Researchers from University of California have discovered a cross-talk between two major biological pathways that are involved in chronic pain. This new research would pave way for novel methods to understanding and controlling chronic pain.
The new study has revealed that analgesia mediated by inhibitors of the enzyme, soluble epoxide hydrolase (sEH), is dependent on a pain-mediating second messenger known as cyclic adenosinemonophosphate or cAMP.
"The interaction of many complex biological pathways is essential for the development of persistent pain, whether inflammatory or neuropathic," said lead researcher Bora Inceoglou of the Bruce Hammock lab, UC Davis Department of Entomology.

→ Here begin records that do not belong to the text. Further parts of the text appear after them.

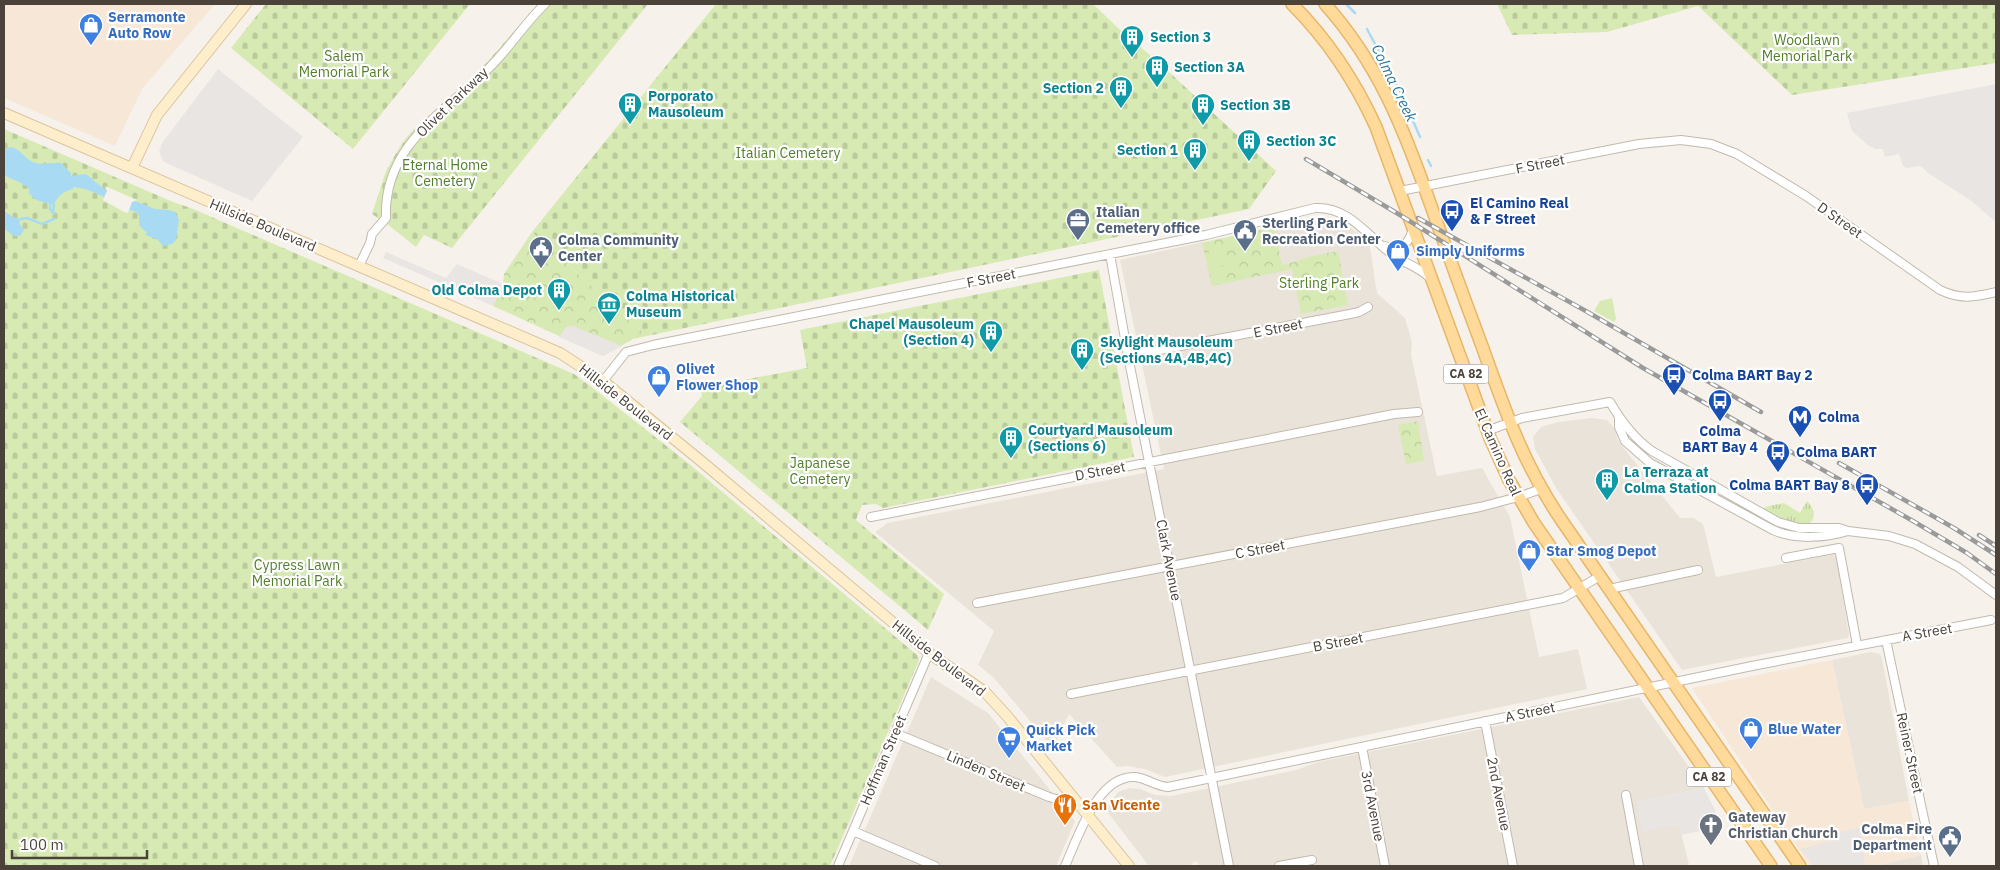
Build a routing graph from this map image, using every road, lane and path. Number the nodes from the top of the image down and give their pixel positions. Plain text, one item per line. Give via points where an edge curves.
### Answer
1 (246, 4) edge
2 (546, 4) edge
3 (1292, 4) edge
4 (1325, 4) edge
5 (4, 112) edge
6 (1681, 140) joint
7 (132, 168) junction
8 (1424, 186) junction
9 (1400, 191) junction
10 (1413, 228) junction
11 (1381, 244) junction
12 (1110, 254) junction
13 (359, 266) junction
14 (1432, 280) junction
15 (1996, 292) edge
16 (1368, 307) dead end
17 (1128, 356) junction
18 (603, 381) junction
19 (1418, 412) dead end
20 (1510, 422) junction
21 (1487, 431) junction
22 (1149, 462) junction
23 (1541, 489) junction
24 (1518, 497) junction
25 (871, 517) dead end
26 (1786, 558) dead end
27 (1170, 567) junction
28 (1698, 570) dead end
29 (1600, 576) junction
30 (1580, 589) junction
31 (1609, 589) junction
32 (1996, 595) edge
33 (978, 603) dead end
34 (1991, 620) dead end
35 (1886, 640) junction
36 (1857, 645) junction
37 (929, 653) junction
38 (1190, 671) junction
39 (1674, 682) junction
40 (1648, 687) junction
41 (1071, 694) dead end
42 (1485, 721) junction
43 (895, 733) junction
44 (1362, 746) junction
45 (1210, 778) junction
46 (1626, 795) dead end
47 (1078, 805) junction
48 (1087, 816) junction
49 (853, 831) junction
50 (1312, 860) dead end
51 (838, 866) edge
52 (935, 866) edge
53 (1065, 866) edge
54 (1129, 866) edge
55 (1229, 866) edge
56 (1279, 866) edge
57 (1385, 866) edge
58 (1513, 866) edge
59 (1639, 866) edge
60 (1771, 866) edge
61 (1800, 866) edge
62 (1934, 866) edge

1 - 7 main road via 157,115
2 - 13 street, Olivet Parkway via 489,68 412,141 390,182 386,218 372,234
3 - 9 main road, El Camino Real / CA 82 via 1326,42 1353,82 1376,128
4 - 8 main road, El Camino Real / CA 82 via 1361,50 1386,92
5 - 7 main road, Hillside Boulevard
6 - 8 street, F Street via 1639,144
6 - 15 street, D Street via 1711,144 1737,154 1806,196 1949,294 1965,297
7 - 13 main road, Hillside Boulevard
8 - 9 street, F Street
8 - 20 main road, El Camino Real / CA 82
9 - 10 main road, El Camino Real / CA 82
10 - 11 street via 1411,236 1398,249
10 - 14 main road, El Camino Real / CA 82
11 - 12 street, F Street via 1355,222 1325,208
11 - 14 street, F Street
12 - 17 street, Clark Avenue
12 - 18 street, F Street via 653,345 626,352
13 - 18 main road, Hillside Boulevard via 560,353
14 - 21 main road, El Camino Real / CA 82
16 - 17 street, E Street via 1350,314
17 - 22 street, Clark Avenue
18 - 37 main road, Hillside Boulevard
19 - 22 street, D Street
20 - 21 street
20 - 23 main road, El Camino Real / CA 82
20 - 32 street via 1610,402 1626,441 1650,463 1773,530 1801,537 1837,535 1848,531 1915,544 1958,567
21 - 24 main road, El Camino Real / CA 82
22 - 25 street, D Street
22 - 27 street, Clark Avenue
23 - 24 street, C Street
23 - 29 main road, El Camino Real / CA 82
24 - 27 street, C Street
24 - 30 main road, El Camino Real / CA 82
26 - 36 street via 1839,548
27 - 33 street, C Street
27 - 38 street, Clark Avenue
28 - 31 street
29 - 30 street, B Street
29 - 31 main road, El Camino Real / CA 82
30 - 38 street, B Street via 1563,598
30 - 40 main road, El Camino Real / CA 82
31 - 39 main road, El Camino Real / CA 82
34 - 35 street, A Street
35 - 36 street, A Street
35 - 62 street, Reiner Street
36 - 39 street, A Street
37 - 43 street, Hoffman Street
37 - 47 main road, Hillside Boulevard via 985,692
38 - 41 street, B Street
38 - 45 street, Clark Avenue
39 - 40 street, A Street
39 - 61 main road, El Camino Real / CA 82
40 - 42 street, A Street
40 - 60 main road, El Camino Real / CA 82
42 - 44 street, A Street
42 - 58 street, 2nd Avenue
43 - 47 street, Linden Street via 1049,797
43 - 49 street, Hoffman Street
44 - 45 street, A Street
44 - 57 street, 3rd Avenue
45 - 48 street, A Street via 1168,787 1136,777 1119,780 1104,791
45 - 55 street, Clark Avenue
46 - 59 street
47 - 48 main road, Hillside Boulevard
48 - 53 street, A Street
48 - 54 main road, Hillside Boulevard
49 - 51 street, Hoffman Street
49 - 52 street
50 - 56 street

While conducting the research, the scientists found something they weren't looking for. "To our surprise, we found that cAMP interacts with natural EFAs and regulates the analgesic or pain activity of sEH inhibitors," Inceoglu said.This demonstrates the power of using advance instrumental analysis techniques to better understand the molecular mechanism of biological effects," said Nils Helge Schebb.
"This is like something old, something new, something practical and something basic, too," said Hammock, a distinguished professor of entomology who holds a joint appointment with the UC Davis Cancer Research Center.
The study has been published in the Proceedings of the National Academy of Sciences (PNAS).